Demand is driven by several structural factors. The post-pandemic acceleration of B2B digital transformation has pushed companies to modernize sales and procurement, yet legacy ERP systems often lack native integration with newer e-commerce platforms. Brazil's tax system, with its myriad federal, state, and municipal levies (ICMS, ISS, PIS, COFINS), creates a significant operational burden and compliance risk. A 2023 report by the Brazilian Institute of Planning and Taxation (IBPT) noted that businesses spend an average of over 1,500 hours per year on tax compliance, a figure that ranks among the highest globally [IBPT, 2023]. This creates a direct incentive for automation. Furthermore, the Central Bank of Brazil's ongoing Pix instant payment rollout has increased expectations for transaction speed and simplicity, putting pressure on back-office tax calculations to keep pace.
Adjacent and substitute markets provide context for the competitive landscape. The company operates at the crossroads of B2B SaaS, fintech, and enterprise resource planning (ERP). Key adjacent markets include general B2B e-commerce platforms (like VTEX or Magento), broader financial management software, and dedicated tax calculation engines used by large corporations.
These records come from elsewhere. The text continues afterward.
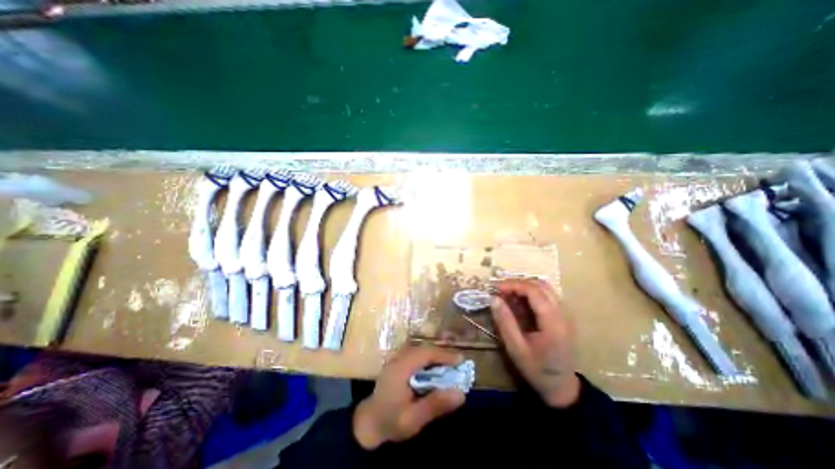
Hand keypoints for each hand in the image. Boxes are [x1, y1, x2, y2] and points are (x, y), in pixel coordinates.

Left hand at [352, 346, 466, 449]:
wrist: (369, 423)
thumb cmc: (391, 422)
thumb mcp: (413, 419)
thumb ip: (435, 405)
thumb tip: (460, 393)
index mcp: (401, 368)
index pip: (426, 354)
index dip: (444, 355)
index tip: (460, 360)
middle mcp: (399, 358)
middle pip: (424, 349)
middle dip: (442, 354)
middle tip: (458, 362)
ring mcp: (397, 359)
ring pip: (420, 349)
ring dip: (435, 355)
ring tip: (450, 364)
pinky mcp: (398, 362)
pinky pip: (416, 354)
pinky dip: (428, 358)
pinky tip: (435, 368)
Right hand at [490, 279, 581, 406]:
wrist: (561, 387)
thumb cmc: (536, 370)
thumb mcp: (515, 349)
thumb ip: (505, 322)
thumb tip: (493, 298)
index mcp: (553, 323)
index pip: (534, 291)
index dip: (514, 284)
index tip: (496, 288)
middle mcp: (563, 314)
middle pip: (541, 285)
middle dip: (518, 282)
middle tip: (500, 289)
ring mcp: (566, 314)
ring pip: (546, 287)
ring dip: (525, 285)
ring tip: (508, 292)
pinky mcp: (564, 316)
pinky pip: (548, 295)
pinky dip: (532, 292)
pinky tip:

The primary substitute is manual in-house compliance teams or outsourced accounting services, which remain the norm for many small and mid-sized Brazilian businesses. Regulatory forces are a double-edged sword; while complexity creates the problem, any future simplification of the tax code could reduce the immediate need for such tools, though the political momentum for such reform remains uncertain.
Given the lack of confirmed, company-specific market sizing data, the following table summarizes the analogous market figures cited from third-party reports that define the operating environment.
| Market Segment | Cited Size / Metric | Source | Year |
|---|---|---|---|
| Brazil B2B E-commerce Market | ~R$ 1.4 trillion | ABComm | 2024 |
| Global Regtech Market | $16.2 billion (projected) | MarketsandMarkets | 2023 |
| Avg. Brazilian Business Tax Compliance | >1,500 hours/year | IBPT | 2023 |
The analyst takeaway is that the market context is favorable but the target is narrow. The core problem,tax complexity,is severe and well-documented, creating a clear pain point. However, the company's success depends on capturing a slice of the B2B e-commerce value chain before larger platform providers or ERP incumbents decide to build or buy similar functionality natively.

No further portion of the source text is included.